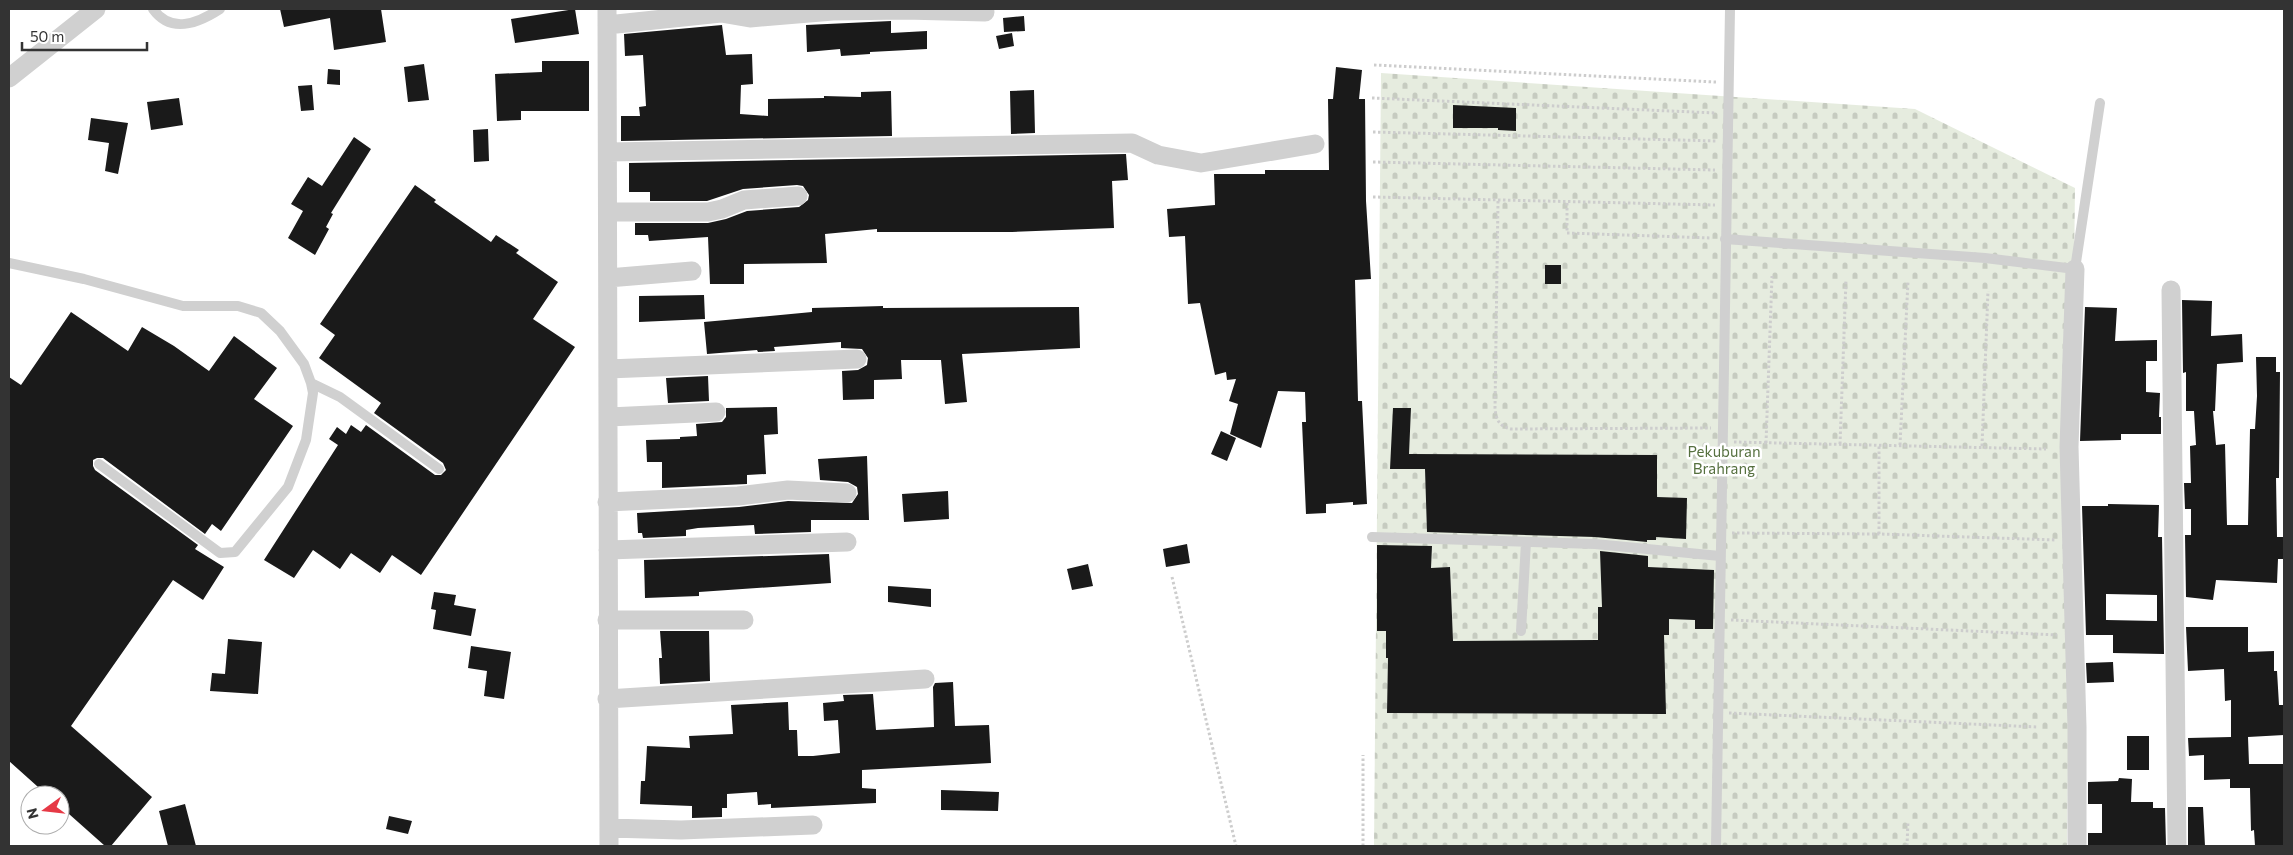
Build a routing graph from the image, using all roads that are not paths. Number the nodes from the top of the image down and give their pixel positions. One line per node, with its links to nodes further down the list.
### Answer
1 (96, 9): 7 (street)
2 (153, 9): 3 (lane)
3 (220, 9)
4 (1730, 9): 13 (lane)
5 (985, 12): 6 (street)
6 (607, 17): 10 (street)
7 (9, 78)
8 (2100, 103): 15 (lane)
9 (1315, 144): 10 (street)
10 (609, 152): 12 (street)
11 (798, 196): 12 (street)
12 (608, 212): 17 (street)
13 (1726, 239): 15 (lane); 32 (lane)
14 (9, 262): 21 (lane)
15 (2075, 269): 41 (street)
16 (692, 271): 17 (street)
17 (608, 278): 20 (street)
18 (2171, 290): 42 (street)
19 (857, 359): 20 (street)
20 (608, 368): 23 (street)
21 (311, 383): 24 (lane); 25 (lane)
22 (716, 412): 23 (street)
23 (609, 417): 27 (street)
24 (98, 464)
25 (439, 469)
26 (847, 493): 27 (street)
27 (607, 502): 31 (street)
28 (1372, 537): 30 (lane)
29 (847, 542): 31 (street)
30 (1526, 542): 32 (lane); 35 (lane)
31 (608, 550): 33 (street)
32 (1720, 556): 40 (lane)
33 (607, 620): 34 (street); 37 (street)
34 (744, 620)
35 (1521, 631)
36 (925, 679): 37 (street)
37 (607, 698): 39 (street)
38 (813, 825): 39 (street)
39 (609, 837)
40 (1716, 846)
41 (2077, 846)
42 (2176, 846)

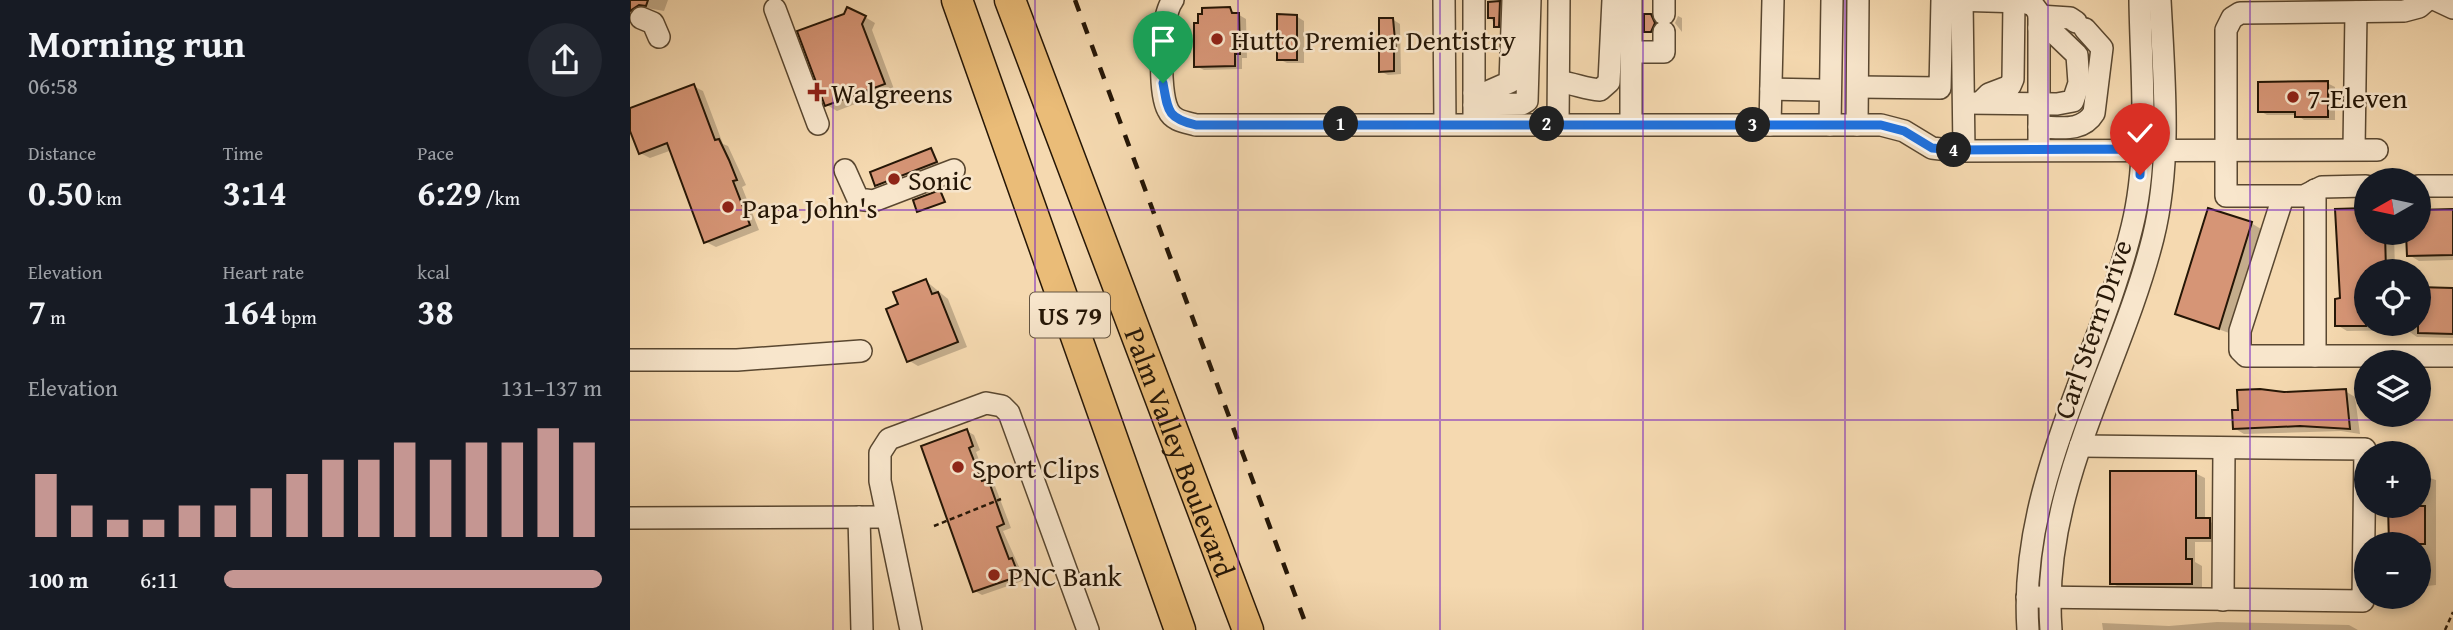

··········

Only lines containing "lane" belong in the answer; copy every such line from the records.

2 (153, 9): 3 (lane)
4 (1730, 9): 13 (lane)
8 (2100, 103): 15 (lane)
13 (1726, 239): 15 (lane); 32 (lane)
14 (9, 262): 21 (lane)
21 (311, 383): 24 (lane); 25 (lane)
28 (1372, 537): 30 (lane)
30 (1526, 542): 32 (lane); 35 (lane)
32 (1720, 556): 40 (lane)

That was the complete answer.